LaBSE-en-ru
Property | Value |
---|---|
Parameter Count | 129M |
Author | cointegrated |
Paper | Language-agnostic BERT Sentence Embedding |
Model Type | Bilingual BERT |
Languages | English, Russian |
What is LaBSE-en-ru?
LaBSE-en-ru is a specialized bilingual version of Google's Language-agnostic BERT Sentence Embedding (LaBSE) model, specifically optimized for English and Russian languages.
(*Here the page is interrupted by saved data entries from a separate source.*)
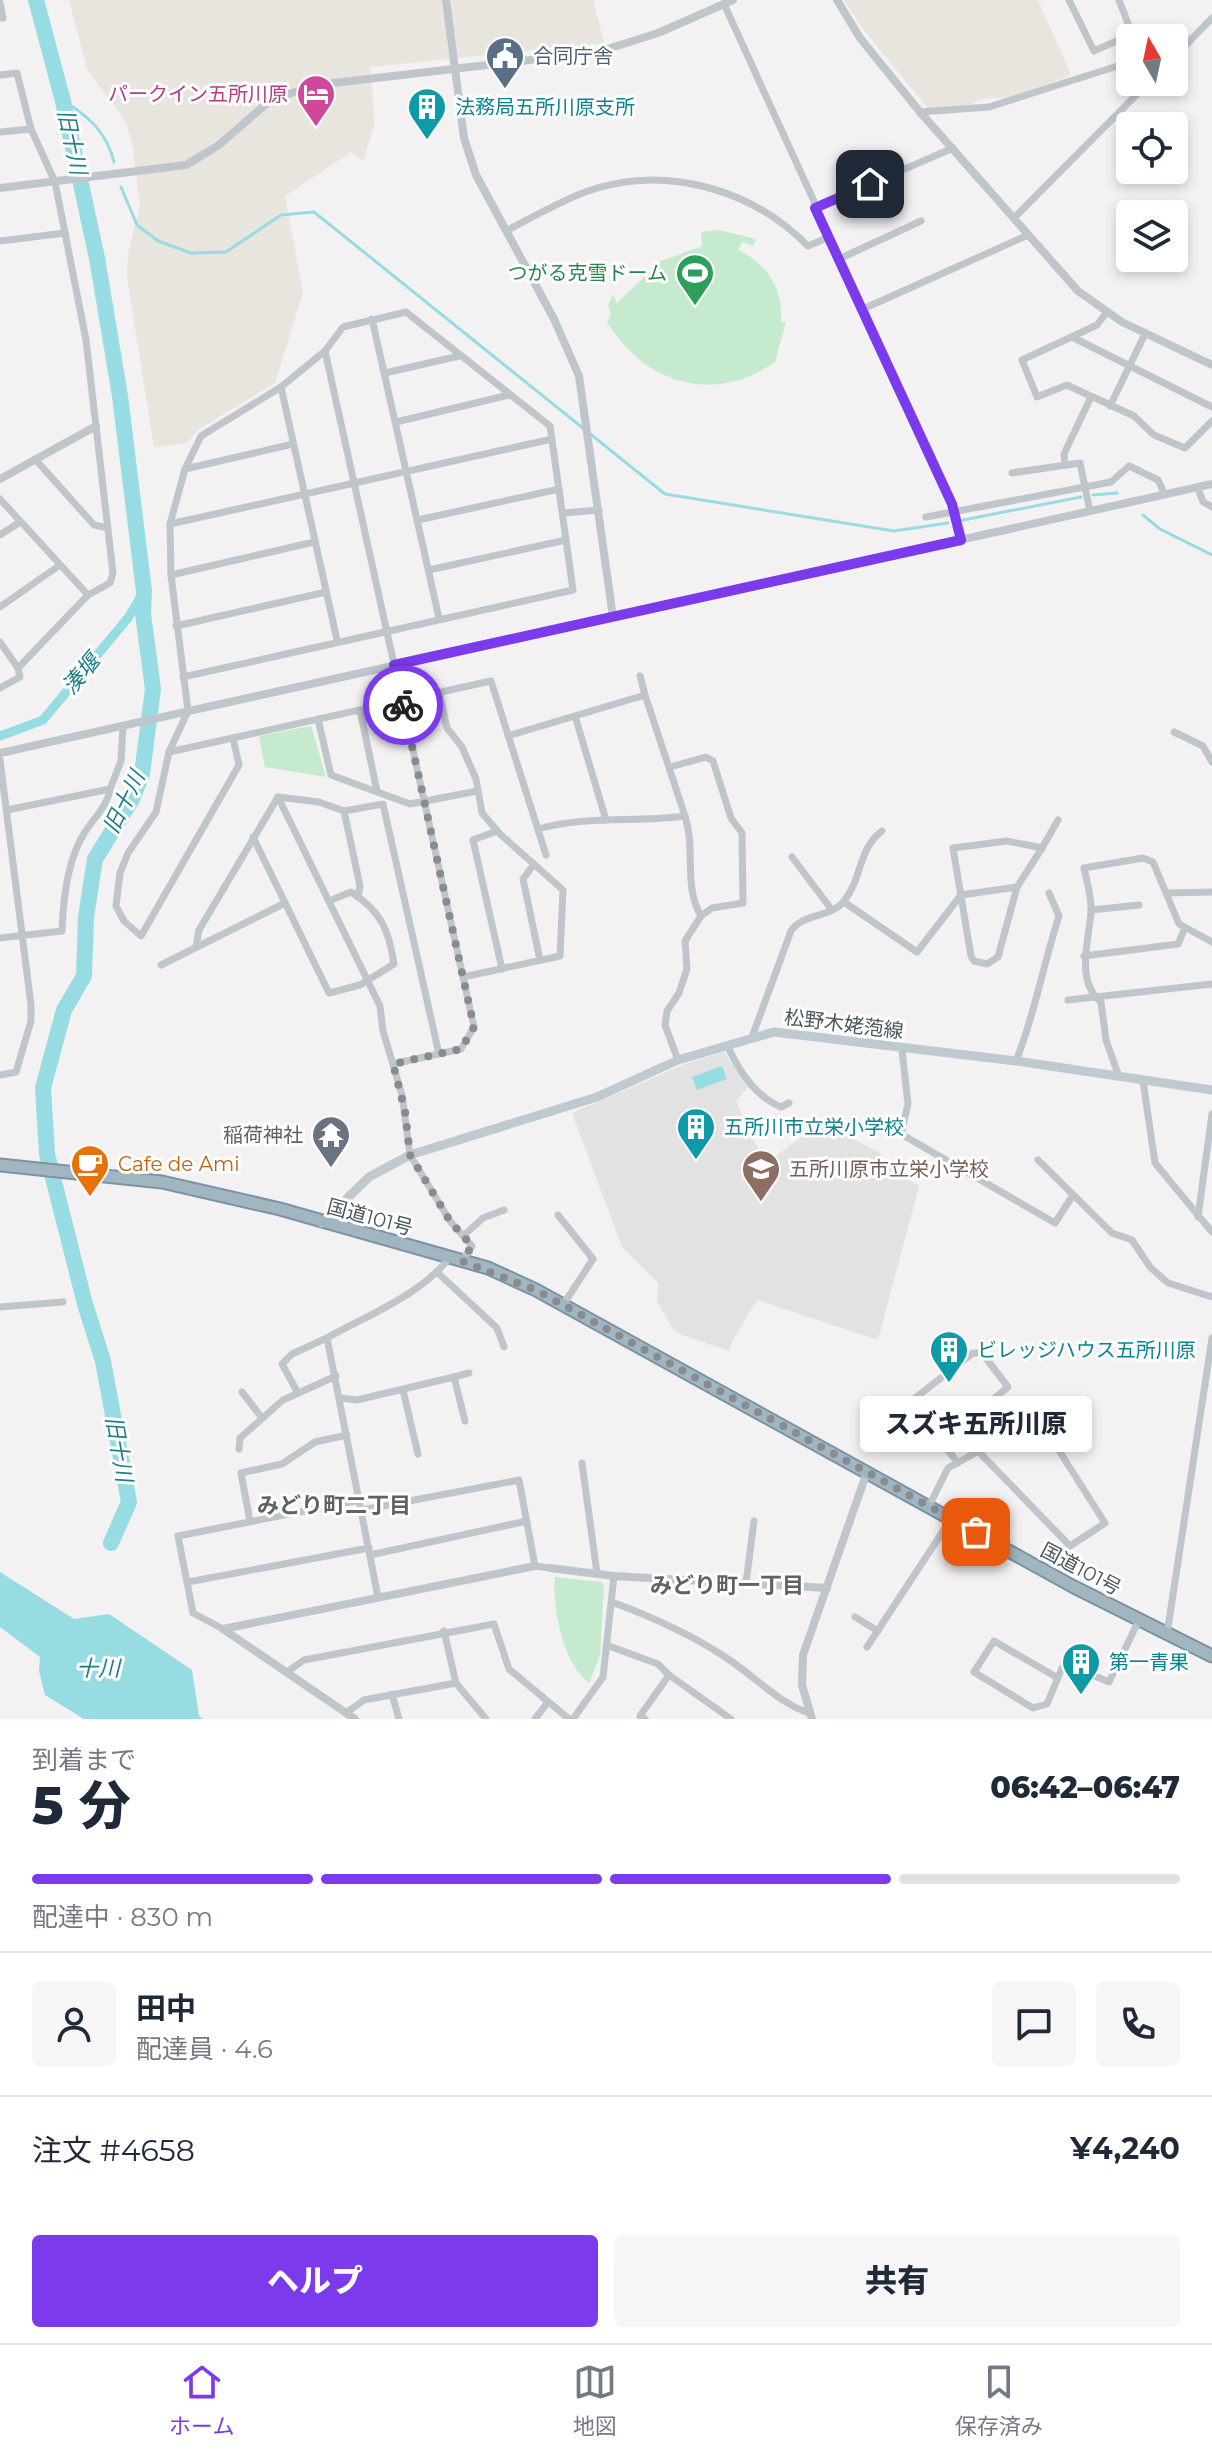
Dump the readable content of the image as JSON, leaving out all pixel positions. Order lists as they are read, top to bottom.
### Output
{
  "streets": {
    "highway": ["国道101号"],
    "main road": ["松野木姥萢線"]
  },
  "crossings": [
    ["松野木姥萢線", "国道101号"]
  ],
  "districts": ["みどり町二丁目", "みどり町一丁目"],
  "water": ["旧十川", "湊堰", "十川"],
  "places": {
    "public building": ["合同庁舎"],
    "hotel": ["パークイン五所川原"],
    "building": [
      "法務局五所川原支所",
      "五所川市立栄小学校",
      "ビレッジハウス五所川原",
      "第一青果"
    ],
    "sports": ["つがる克雪ドーム"],
    "temple": ["稲荷神社"],
    "cafe": ["Cafe de Ami"],
    "school or university": ["五所川原市立栄小学校"],
    "other": ["スズキ五所川原"]
  },
  "north": "top",
  "page": {
    "bubble": "スズキ五所川原",
    "heading": ["5 分", "到着まで", "06:42–06:47"],
    "panel": [
      "田中",
      "配達員 · 4.6",
      "注文 #4658",
      "¥4,240"
    ],
    "bar": "配達中 · 830 m",
    "buttons": ["ヘルプ", "共有"],
    "tabs": ["ホーム", "地図", "保存済み"]
  }
}
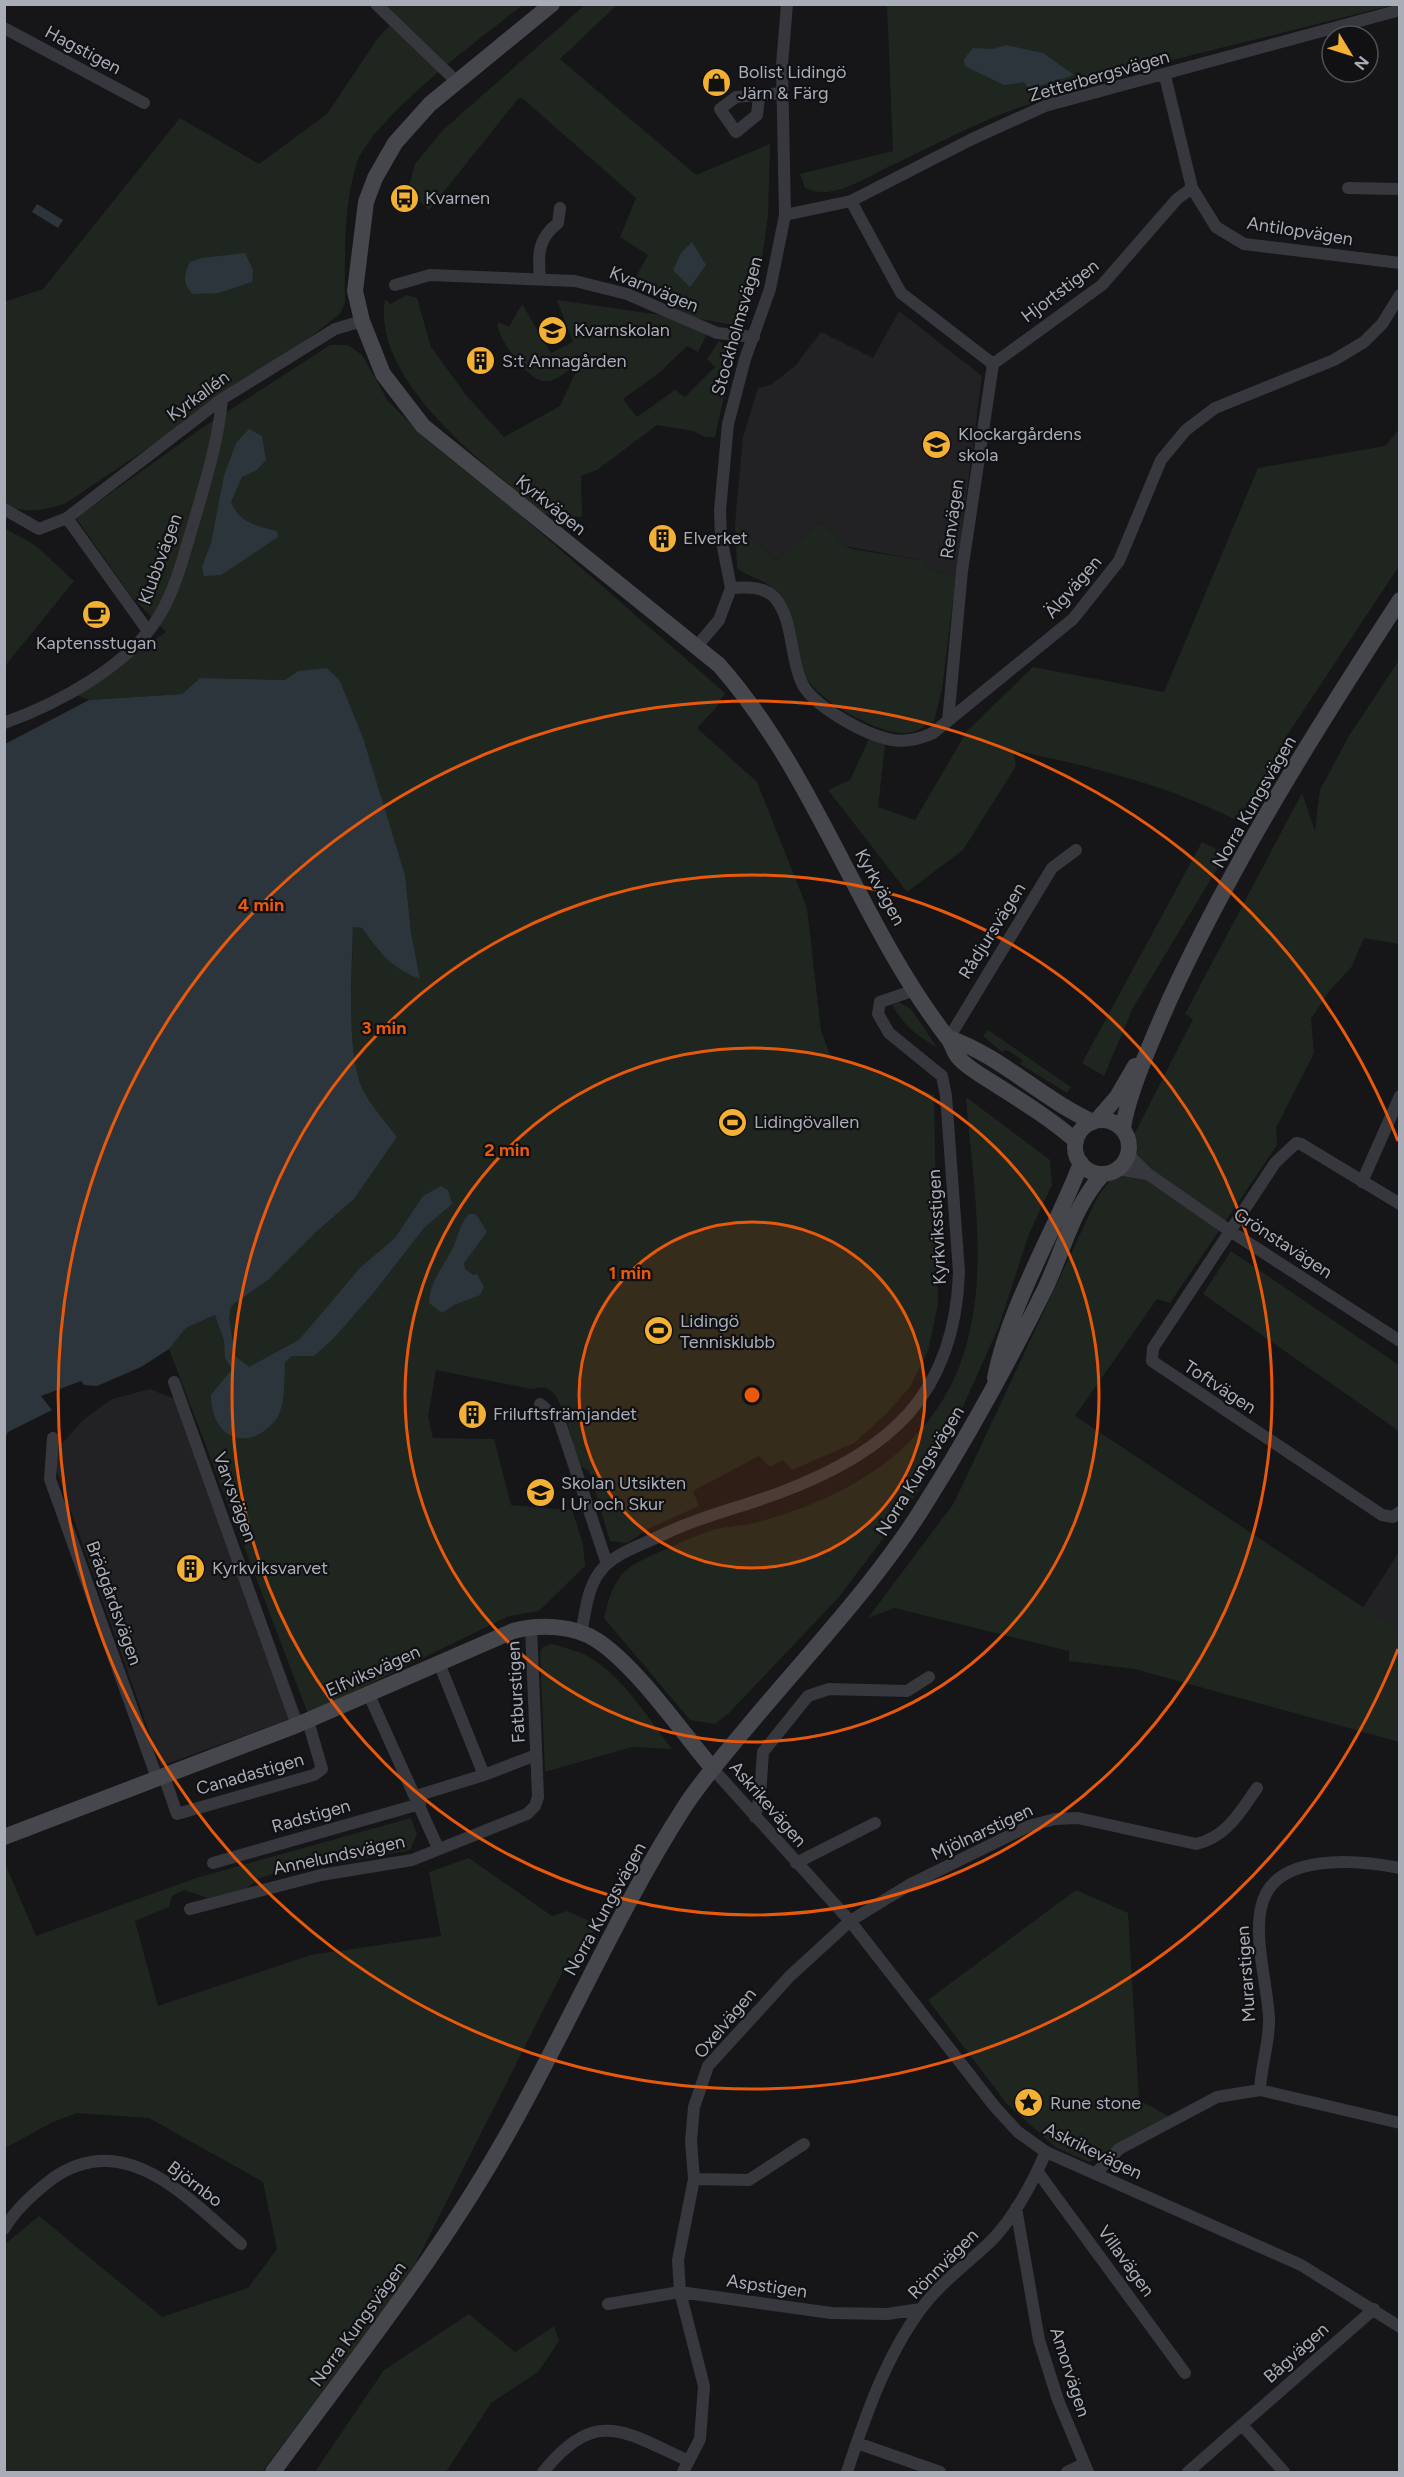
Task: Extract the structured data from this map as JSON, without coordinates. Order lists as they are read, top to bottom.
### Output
{
  "streets": {
    "main road": ["Kyrkvägen", "Norra Kungsvägen", "Elfviksvägen"],
    "street": [
      "Hagstigen",
      "Zetterbergsvägen",
      "Antilopvägen",
      "Kvarnvägen",
      "Hjortstigen",
      "Stockholmsvägen",
      "Kyrkallén",
      "Renvägen",
      "Klubbvägen",
      "Älgvägen",
      "Rådjursvägen",
      "Kyrkviksstigen",
      "Grönstavägen",
      "Toftvägen",
      "Varvsvägen",
      "Brädgårdsvägen",
      "Fatburstigen",
      "Canadastigen",
      "Askrikevägen",
      "Radstigen",
      "Mjölnarstigen",
      "Annelundsvägen",
      "Murarstigen",
      "Oxelvägen",
      "Björnbo",
      "Villavägen",
      "Rönnvägen",
      "Aspstigen",
      "Bågvägen",
      "Amorvägen"
    ]
  },
  "crossings": [
    ["Zetterbergsvägen", "Antilopvägen"],
    ["Zetterbergsvägen", "Stockholmsvägen"],
    ["Antilopvägen", "Hjortstigen"],
    ["Kvarnvägen", "Stockholmsvägen"],
    ["Hjortstigen", "Renvägen"],
    ["Stockholmsvägen", "Älgvägen"],
    ["Kyrkallén", "Kyrkvägen"],
    ["Kyrkallén", "Klubbvägen"],
    ["Kyrkvägen", "Norra Kungsvägen"],
    ["Kyrkvägen", "Rådjursvägen"],
    ["Kyrkvägen", "Kyrkviksstigen"],
    ["Kyrkvägen", "Grönstavägen"],
    ["Renvägen", "Älgvägen"],
    ["Norra Kungsvägen", "Grönstavägen"],
    ["Norra Kungsvägen", "Elfviksvägen"],
    ["Norra Kungsvägen", "Askrikevägen"],
    ["Grönstavägen", "Toftvägen"],
    ["Varvsvägen", "Elfviksvägen"],
    ["Varvsvägen", "Canadastigen"],
    ["Brädgårdsvägen", "Elfviksvägen"],
    ["Brädgårdsvägen", "Canadastigen"],
    ["Elfviksvägen", "Fatburstigen"],
    ["Elfviksvägen", "Canadastigen"],
    ["Elfviksvägen", "Askrikevägen"],
    ["Elfviksvägen", "Annelundsvägen"],
    ["Fatburstigen", "Radstigen"],
    ["Fatburstigen", "Annelundsvägen"],
    ["Askrikevägen", "Mjölnarstigen"],
    ["Askrikevägen", "Oxelvägen"],
    ["Askrikevägen", "Rönnvägen"],
    ["Askrikevägen", "Bågvägen"],
    ["Radstigen", "Annelundsvägen"],
    ["Mjölnarstigen", "Oxelvägen"],
    ["Oxelvägen", "Aspstigen"],
    ["Villavägen", "Rönnvägen"],
    ["Rönnvägen", "Aspstigen"],
    ["Rönnvägen", "Amorvägen"]
  ],
  "places": {
    "shop": ["Bolist Lidingö Järn & Färg"],
    "bus stop": ["Kvarnen"],
    "school or university": ["Kvarnskolan", "Klockargårdens skola", "Skolan Utsikten I Ur och Skur"],
    "building": [
      "S:t Annagården",
      "Elverket",
      "Friluftsfrämjandet",
      "Kyrkviksvarvet"
    ],
    "cafe": ["Kaptensstugan"],
    "sports": ["Lidingövallen", "Lidingö Tennisklubb"],
    "place": ["Rune stone"]
  },
  "north": "bottom right",
  "rings": [
    "4 min",
    "3 min",
    "2 min",
    "1 min"
  ]
}
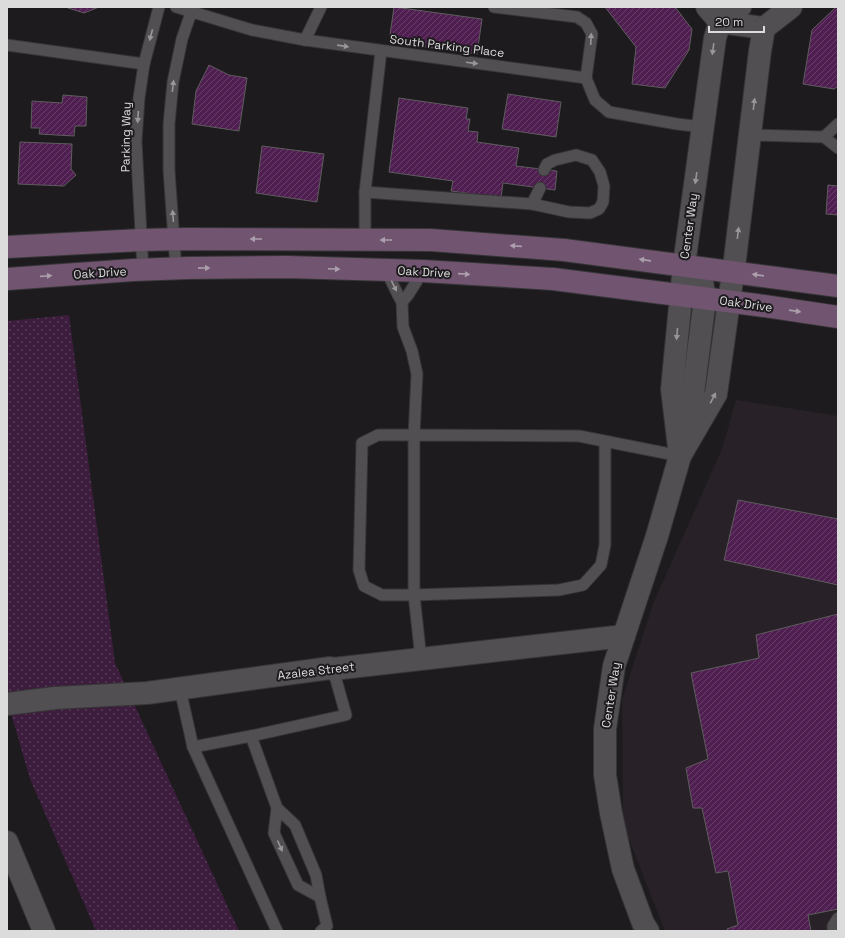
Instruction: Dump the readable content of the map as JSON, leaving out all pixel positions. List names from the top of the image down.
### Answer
{
  "streets": {
    "main road": ["Oak Drive"],
    "street": ["Center Way", "Azalea Street"],
    "lane": ["South Parking Place", "Parking Way"]
  },
  "crossings": [
    ["Parking Way", "Oak Drive"],
    ["Center Way", "Oak Drive"],
    ["Center Way", "Azalea Street"]
  ],
  "one_way": ["South Parking Place"],
  "scale_bar": "20 m"
}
This model represents a significant optimization, reducing the original model size to just 27% while maintaining the quality of embeddings for these two languages.
Implementation Details
The model utilizes the BERT architecture and has been carefully truncated to retain only English and Russian tokens in its vocabulary, resulting in a 90% reduction in vocabulary size. With 129M parameters, it offers efficient sentence embedding generation using PyTorch and the Transformers library.
- Optimized vocabulary focused on English and Russian tokens
- Supports sentence similarity tasks
- Implements efficient embedding generation
- Uses normalized pooler output for representations
Core Capabilities
- Bilingual sentence embedding generation
- Cross-lingual sentence similarity comparison
- Efficient processing with reduced model size
- Maximum sequence length of 64 tokens
Frequently Asked Questions
Q: What makes this model unique?
This model's uniqueness lies in its efficient bilingual optimization, offering the same quality as the original LaBSE but with significantly reduced model size and focused vocabulary for English and Russian languages.
Q: What are the recommended use cases?
The model is ideal for cross-lingual sentence similarity tasks between English and Russian, document alignment, and bilingual text processing applications where efficient computation is required.